Data records:
========================

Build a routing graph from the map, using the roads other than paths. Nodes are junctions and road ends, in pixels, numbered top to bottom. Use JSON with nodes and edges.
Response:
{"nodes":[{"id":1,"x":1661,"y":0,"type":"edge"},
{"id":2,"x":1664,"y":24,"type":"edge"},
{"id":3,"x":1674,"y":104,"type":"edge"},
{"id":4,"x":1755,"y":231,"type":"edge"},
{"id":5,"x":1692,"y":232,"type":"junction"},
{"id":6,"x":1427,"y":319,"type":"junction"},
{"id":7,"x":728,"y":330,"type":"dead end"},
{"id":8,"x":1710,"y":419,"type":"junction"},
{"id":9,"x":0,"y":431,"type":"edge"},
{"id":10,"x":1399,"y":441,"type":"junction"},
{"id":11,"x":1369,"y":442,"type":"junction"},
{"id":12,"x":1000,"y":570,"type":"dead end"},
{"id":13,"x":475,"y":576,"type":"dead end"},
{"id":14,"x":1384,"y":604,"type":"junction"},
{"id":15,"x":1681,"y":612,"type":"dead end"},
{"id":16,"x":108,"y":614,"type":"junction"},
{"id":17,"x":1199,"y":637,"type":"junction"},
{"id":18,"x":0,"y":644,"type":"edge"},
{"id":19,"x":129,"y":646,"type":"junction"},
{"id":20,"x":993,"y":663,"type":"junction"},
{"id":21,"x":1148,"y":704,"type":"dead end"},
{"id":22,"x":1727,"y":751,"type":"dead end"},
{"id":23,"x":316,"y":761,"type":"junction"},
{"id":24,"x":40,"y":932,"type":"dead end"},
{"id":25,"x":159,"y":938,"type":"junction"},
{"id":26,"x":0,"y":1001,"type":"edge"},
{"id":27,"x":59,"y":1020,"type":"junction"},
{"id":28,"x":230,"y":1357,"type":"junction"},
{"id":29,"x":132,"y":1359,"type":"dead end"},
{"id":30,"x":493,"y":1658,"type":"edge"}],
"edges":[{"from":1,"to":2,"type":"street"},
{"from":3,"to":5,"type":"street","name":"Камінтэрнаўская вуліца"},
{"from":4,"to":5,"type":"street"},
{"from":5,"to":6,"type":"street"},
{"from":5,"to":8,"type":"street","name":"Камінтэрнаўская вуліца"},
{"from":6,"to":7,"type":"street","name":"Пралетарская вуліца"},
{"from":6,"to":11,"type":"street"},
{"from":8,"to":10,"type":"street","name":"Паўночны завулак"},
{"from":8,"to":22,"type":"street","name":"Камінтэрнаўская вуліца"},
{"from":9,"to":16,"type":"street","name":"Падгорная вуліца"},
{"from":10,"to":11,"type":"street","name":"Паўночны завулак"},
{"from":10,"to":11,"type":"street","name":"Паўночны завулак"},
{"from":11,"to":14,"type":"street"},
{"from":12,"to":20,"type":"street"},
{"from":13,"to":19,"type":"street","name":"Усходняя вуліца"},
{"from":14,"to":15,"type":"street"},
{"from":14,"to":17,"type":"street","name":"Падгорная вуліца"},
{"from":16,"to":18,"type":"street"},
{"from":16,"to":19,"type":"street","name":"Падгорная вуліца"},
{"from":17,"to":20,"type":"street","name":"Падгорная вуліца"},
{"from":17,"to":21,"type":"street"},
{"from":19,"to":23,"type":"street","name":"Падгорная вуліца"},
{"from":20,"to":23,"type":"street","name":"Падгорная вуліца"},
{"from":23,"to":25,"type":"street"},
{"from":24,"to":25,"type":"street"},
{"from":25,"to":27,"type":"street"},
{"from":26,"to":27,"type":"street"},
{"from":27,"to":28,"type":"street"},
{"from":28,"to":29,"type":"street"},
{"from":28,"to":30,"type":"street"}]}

========================

• Directions for this task:
Nothing should be left out: return all of the records exactly.

• Task response:
Build a routing graph from the map, using the roads other than paths. Nodes are junctions and road ends, in pixels, numbered top to bottom. Use JSON with nodes and edges.
Response:
{"nodes":[{"id":1,"x":1661,"y":0,"type":"edge"},
{"id":2,"x":1664,"y":24,"type":"edge"},
{"id":3,"x":1674,"y":104,"type":"edge"},
{"id":4,"x":1755,"y":231,"type":"edge"},
{"id":5,"x":1692,"y":232,"type":"junction"},
{"id":6,"x":1427,"y":319,"type":"junction"},
{"id":7,"x":728,"y":330,"type":"dead end"},
{"id":8,"x":1710,"y":419,"type":"junction"},
{"id":9,"x":0,"y":431,"type":"edge"},
{"id":10,"x":1399,"y":441,"type":"junction"},
{"id":11,"x":1369,"y":442,"type":"junction"},
{"id":12,"x":1000,"y":570,"type":"dead end"},
{"id":13,"x":475,"y":576,"type":"dead end"},
{"id":14,"x":1384,"y":604,"type":"junction"},
{"id":15,"x":1681,"y":612,"type":"dead end"},
{"id":16,"x":108,"y":614,"type":"junction"},
{"id":17,"x":1199,"y":637,"type":"junction"},
{"id":18,"x":0,"y":644,"type":"edge"},
{"id":19,"x":129,"y":646,"type":"junction"},
{"id":20,"x":993,"y":663,"type":"junction"},
{"id":21,"x":1148,"y":704,"type":"dead end"},
{"id":22,"x":1727,"y":751,"type":"dead end"},
{"id":23,"x":316,"y":761,"type":"junction"},
{"id":24,"x":40,"y":932,"type":"dead end"},
{"id":25,"x":159,"y":938,"type":"junction"},
{"id":26,"x":0,"y":1001,"type":"edge"},
{"id":27,"x":59,"y":1020,"type":"junction"},
{"id":28,"x":230,"y":1357,"type":"junction"},
{"id":29,"x":132,"y":1359,"type":"dead end"},
{"id":30,"x":493,"y":1658,"type":"edge"}],
"edges":[{"from":1,"to":2,"type":"street"},
{"from":3,"to":5,"type":"street","name":"Камінтэрнаўская вуліца"},
{"from":4,"to":5,"type":"street"},
{"from":5,"to":6,"type":"street"},
{"from":5,"to":8,"type":"street","name":"Камінтэрнаўская вуліца"},
{"from":6,"to":7,"type":"street","name":"Пралетарская вуліца"},
{"from":6,"to":11,"type":"street"},
{"from":8,"to":10,"type":"street","name":"Паўночны завулак"},
{"from":8,"to":22,"type":"street","name":"Камінтэрнаўская вуліца"},
{"from":9,"to":16,"type":"street","name":"Падгорная вуліца"},
{"from":10,"to":11,"type":"street","name":"Паўночны завулак"},
{"from":10,"to":11,"type":"street","name":"Паўночны завулак"},
{"from":11,"to":14,"type":"street"},
{"from":12,"to":20,"type":"street"},
{"from":13,"to":19,"type":"street","name":"Усходняя вуліца"},
{"from":14,"to":15,"type":"street"},
{"from":14,"to":17,"type":"street","name":"Падгорная вуліца"},
{"from":16,"to":18,"type":"street"},
{"from":16,"to":19,"type":"street","name":"Падгорная вуліца"},
{"from":17,"to":20,"type":"street","name":"Падгорная вуліца"},
{"from":17,"to":21,"type":"street"},
{"from":19,"to":23,"type":"street","name":"Падгорная вуліца"},
{"from":20,"to":23,"type":"street","name":"Падгорная вуліца"},
{"from":23,"to":25,"type":"street"},
{"from":24,"to":25,"type":"street"},
{"from":25,"to":27,"type":"street"},
{"from":26,"to":27,"type":"street"},
{"from":27,"to":28,"type":"street"},
{"from":28,"to":29,"type":"street"},
{"from":28,"to":30,"type":"street"}]}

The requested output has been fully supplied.